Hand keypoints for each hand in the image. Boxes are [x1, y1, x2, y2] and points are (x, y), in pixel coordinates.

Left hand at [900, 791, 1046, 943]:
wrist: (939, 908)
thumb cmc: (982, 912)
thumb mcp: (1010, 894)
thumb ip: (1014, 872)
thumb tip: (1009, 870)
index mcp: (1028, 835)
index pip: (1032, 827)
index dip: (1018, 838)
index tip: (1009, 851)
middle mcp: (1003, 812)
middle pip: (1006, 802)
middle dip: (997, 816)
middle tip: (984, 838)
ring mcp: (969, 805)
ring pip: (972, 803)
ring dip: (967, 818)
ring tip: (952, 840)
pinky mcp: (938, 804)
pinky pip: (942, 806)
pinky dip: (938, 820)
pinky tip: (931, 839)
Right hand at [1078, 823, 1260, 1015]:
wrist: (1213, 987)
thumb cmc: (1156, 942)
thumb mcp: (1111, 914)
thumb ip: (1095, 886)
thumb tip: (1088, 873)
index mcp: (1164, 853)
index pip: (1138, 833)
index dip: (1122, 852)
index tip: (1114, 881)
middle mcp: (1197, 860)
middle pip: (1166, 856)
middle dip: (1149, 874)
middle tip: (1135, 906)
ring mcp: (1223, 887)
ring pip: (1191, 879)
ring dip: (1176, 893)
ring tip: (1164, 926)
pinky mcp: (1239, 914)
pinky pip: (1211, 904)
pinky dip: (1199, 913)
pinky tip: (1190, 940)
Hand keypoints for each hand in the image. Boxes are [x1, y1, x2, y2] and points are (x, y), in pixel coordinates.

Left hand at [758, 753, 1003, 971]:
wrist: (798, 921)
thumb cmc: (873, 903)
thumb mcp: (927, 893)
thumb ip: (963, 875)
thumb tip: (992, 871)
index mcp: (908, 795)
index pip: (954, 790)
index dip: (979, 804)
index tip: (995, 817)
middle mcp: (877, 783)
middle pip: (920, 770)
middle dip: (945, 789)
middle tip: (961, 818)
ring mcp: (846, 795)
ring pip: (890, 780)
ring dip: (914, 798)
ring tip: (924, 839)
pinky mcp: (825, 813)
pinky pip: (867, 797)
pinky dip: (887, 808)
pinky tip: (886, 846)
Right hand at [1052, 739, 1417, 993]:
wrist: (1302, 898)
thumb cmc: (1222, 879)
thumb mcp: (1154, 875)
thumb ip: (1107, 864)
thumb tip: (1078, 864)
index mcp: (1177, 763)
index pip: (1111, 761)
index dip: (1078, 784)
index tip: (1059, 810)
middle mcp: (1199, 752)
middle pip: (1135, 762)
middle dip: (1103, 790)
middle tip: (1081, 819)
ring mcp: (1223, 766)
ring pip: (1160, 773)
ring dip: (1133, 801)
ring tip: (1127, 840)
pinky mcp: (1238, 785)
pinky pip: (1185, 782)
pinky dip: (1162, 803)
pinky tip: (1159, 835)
◇ ◇ ◇ ◇ ◇
▸ PROBLEM TO WORK ON
The answer must consist of every line above that holds the string "hand", copied exactly.

▸ TASK ANSWER
Hand keypoints for each hand in the image. Boxes are [x1, y1, x2, y2] and points are (x, y), in pixel coordinates.
Left hand at [900, 791, 1046, 943]:
Right hand at [1078, 823, 1260, 1015]:
Hand keypoints for each hand in the image. Boxes are [x1, y1, x2, y2] and points are (x, y), in pixel coordinates.
Left hand at [758, 753, 1003, 971]:
Right hand at [1052, 739, 1417, 993]:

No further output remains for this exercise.